_GIVEN INFORMATION:_
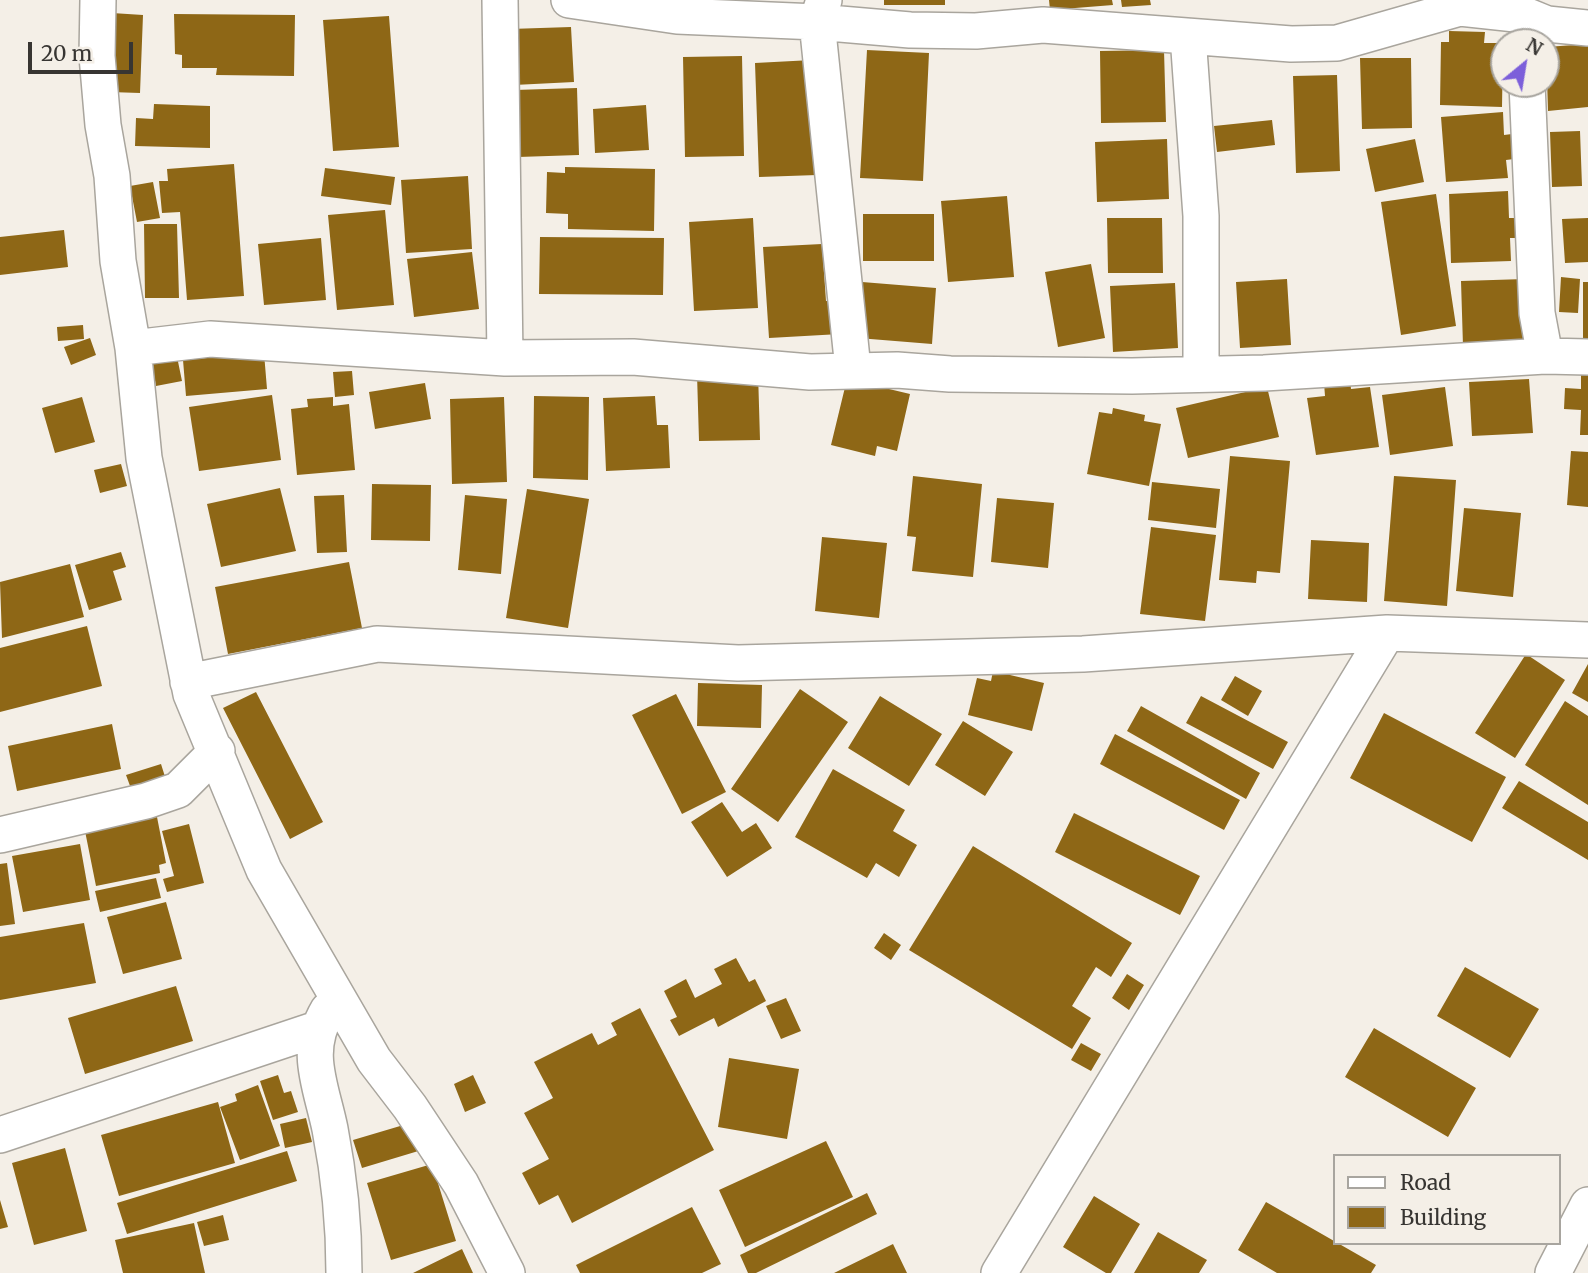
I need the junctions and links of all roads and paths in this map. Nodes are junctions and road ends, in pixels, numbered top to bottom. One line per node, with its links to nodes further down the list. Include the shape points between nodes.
1 (98, 0): 9 (street, via 103,125)
2 (500, 0): 12 (street)
3 (569, 0): 4 (street, via 677,16)
4 (820, 11): 7 (street, via 910,30 1043,25); 13 (street)
5 (1525, 28): 6 (street, via 1547,23); 7 (street, via 1460,8 1337,43)
6 (1588, 29)
7 (1188, 36): 14 (street, via 1201,216)
8 (1528, 98): 10 (street, via 1537,313)
9 (133, 348): 12 (street, via 210,339); 17 (street, via 145,458)
10 (1545, 356): 11 (street); 14 (street)
11 (1588, 357)
12 (505, 358): 13 (street, via 633,357 810,372)
13 (853, 369): 14 (street, via 950,374)
14 (1201, 374)
15 (1387, 633): 16 (street); 17 (street, via 1083,654 738,663 376,644); 26 (street)
16 (1588, 639)
17 (188, 682): 18 (street)
18 (217, 751): 19 (street, via 178,790 146,802); 20 (street, via 264,870)
19 (0, 835)
20 (337, 995): 21 (street); 25 (street, via 374,1060 461,1184)
21 (317, 1029): 22 (street); 24 (street, via 315,1080 330,1129)
22 (0, 1135)
23 (1588, 1205): 27 (street)
24 (344, 1273)
25 (507, 1273)
26 (999, 1273)
27 (1553, 1273)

_INSTRUCTIONS FOR THE TASK:_ Repeat each record as given. No picture belongs in the copy.

_EXPECTED ANSWER:_
I need the junctions and links of all roads and paths in this map. Nodes are junctions and road ends, in pixels, numbered top to bottom. One line per node, with its links to nodes further down the list. Include the shape points between nodes.
1 (98, 0): 9 (street, via 103,125)
2 (500, 0): 12 (street)
3 (569, 0): 4 (street, via 677,16)
4 (820, 11): 7 (street, via 910,30 1043,25); 13 (street)
5 (1525, 28): 6 (street, via 1547,23); 7 (street, via 1460,8 1337,43)
6 (1588, 29)
7 (1188, 36): 14 (street, via 1201,216)
8 (1528, 98): 10 (street, via 1537,313)
9 (133, 348): 12 (street, via 210,339); 17 (street, via 145,458)
10 (1545, 356): 11 (street); 14 (street)
11 (1588, 357)
12 (505, 358): 13 (street, via 633,357 810,372)
13 (853, 369): 14 (street, via 950,374)
14 (1201, 374)
15 (1387, 633): 16 (street); 17 (street, via 1083,654 738,663 376,644); 26 (street)
16 (1588, 639)
17 (188, 682): 18 (street)
18 (217, 751): 19 (street, via 178,790 146,802); 20 (street, via 264,870)
19 (0, 835)
20 (337, 995): 21 (street); 25 (street, via 374,1060 461,1184)
21 (317, 1029): 22 (street); 24 (street, via 315,1080 330,1129)
22 (0, 1135)
23 (1588, 1205): 27 (street)
24 (344, 1273)
25 (507, 1273)
26 (999, 1273)
27 (1553, 1273)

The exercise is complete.